Figure 2 Hsp70 is involved in mutant p53 degradation by bortezomib. (A) Co-immunoprecipitation of Hsp70 was performed from H1975 (p53R273H) cells before and after treatment with bortezomib, and samples were immunoblotted with the indicated antibodies. (B, C) Detected bands were quantified by densitometry using ImageJ software. The graphs show changes in the co-immunoprecipitated proteins relative to each other and to GAPDH. (D) Same as A, only with p53 co-immunoprecipitation. (E, F). Detected bands were quantified by densitometry using ImageJ software. The graphs show changes in the co-immunoprecipitated proteins relative to each other and to GAPDH in the input. (G) Cells were transfected with control or hsp70-specific siRNA and treated with bortezomib for 24 hours. Hsp70 knockdown rescued bortezomib-induced degradation of mutant p53. (H) Quantitative analysis of detected p53 bands was performed using ImageJ software, normalized to GAPDH, and plotted relative to control. (I) Quantitative analysis of detected Hsp70 bands was performed using ImageJ software, normalized to GAPDH, and plotted relative to control Graphs show average of 3 biological replicates. Error bars indicate standard deviation. N=3, * p <0.05, ** p<0.01, *** p<0.001, **** p<0.0001.

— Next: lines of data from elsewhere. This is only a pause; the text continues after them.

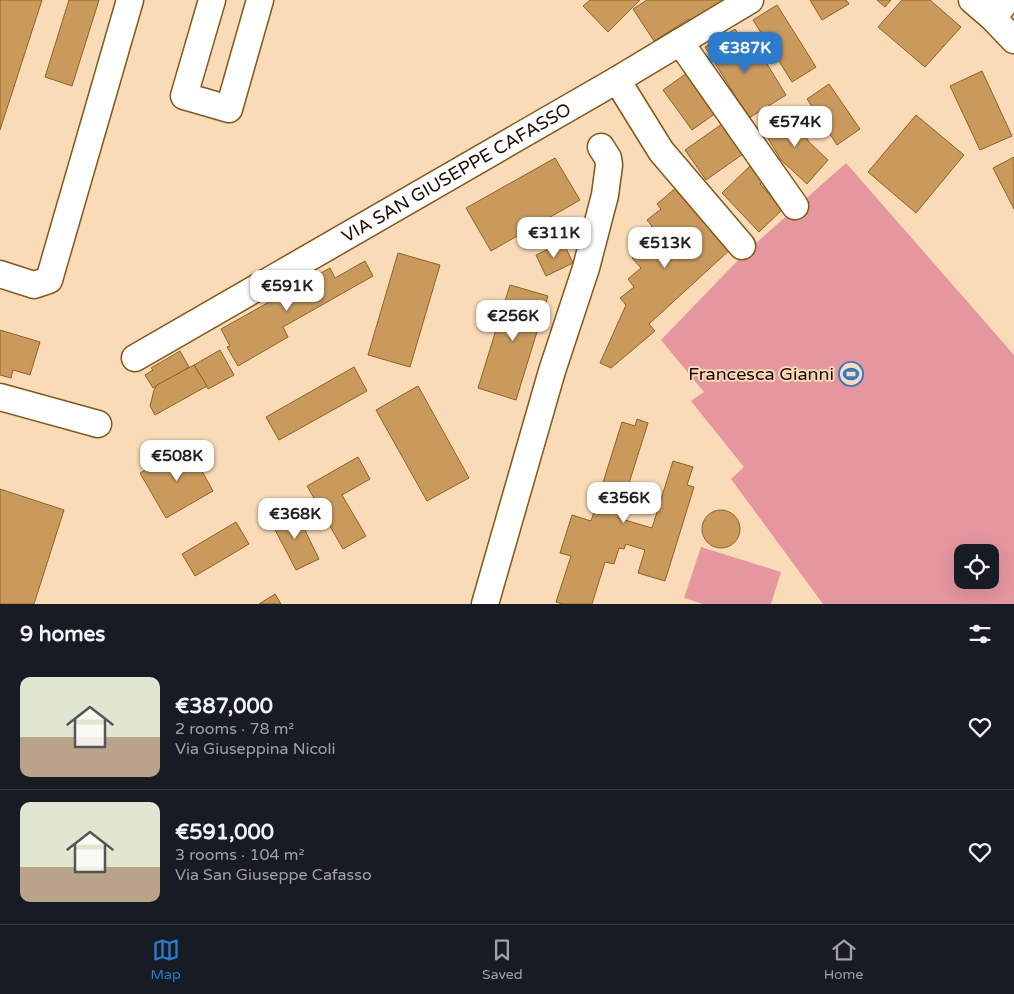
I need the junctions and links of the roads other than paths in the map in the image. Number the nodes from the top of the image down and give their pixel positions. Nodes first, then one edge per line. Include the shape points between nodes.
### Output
1 (130, 0) edge
2 (212, 0) edge
3 (260, 0) edge
4 (750, 0) edge
5 (972, 0) edge
6 (1000, 9) edge
7 (1014, 40) edge
8 (680, 42) junction
9 (617, 80) junction
10 (601, 147) dead end
11 (795, 206) dead end
12 (742, 246) dead end
13 (0, 274) edge
14 (135, 358) dead end
15 (0, 396) edge
16 (98, 424) dead end
17 (485, 604) edge

1 - 13 street via 49,280 34,285
2 - 3 street via 184,96 228,110
4 - 8 street, VIA SAN GIUSEPPE CAFASSO
5 - 6 street
6 - 7 street
8 - 9 street, VIA SAN GIUSEPPE CAFASSO
8 - 11 street
9 - 12 street via 661,151
9 - 14 street, VIA SAN GIUSEPPE CAFASSO
10 - 17 street via 609,165 605,195
15 - 16 street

To determine whether Hsp70 mediated the degradation of mutant p53 by proteasome inhibition, we performed siRNA-mediated knockdown of Hsp70 in the same GOF p53 lung cancer cell line H1975. Control-RNA or Hsp70 siRNA were transiently transfected into the cells, followed by incubation with or without bortezomib. Immunoblotting of the cell lysates showed that siRNA-mediated knockdown of Hsp70 stabilized mutant p53 levels and rescued the effect of bortezomib (Figures 2G–I). Together, these findings confirm the role of Hsp70 in mediating the degradation of mutant p53 under conditions of proteasome inhibition.

3.3 Gain of function p53 R273H lung cancer cell lines demonstrate enhanced sensitivity to proteasome inhibition

Since GOF mutant p53 accumulation is important for its oncogenic activities and survival of the cancer cells, we hypothesized that the observed phenomenon of GOF p53 degradation by proteasome inhibitors could have functional implications for their therapeutic use in GOF p53 mutant NSCLC.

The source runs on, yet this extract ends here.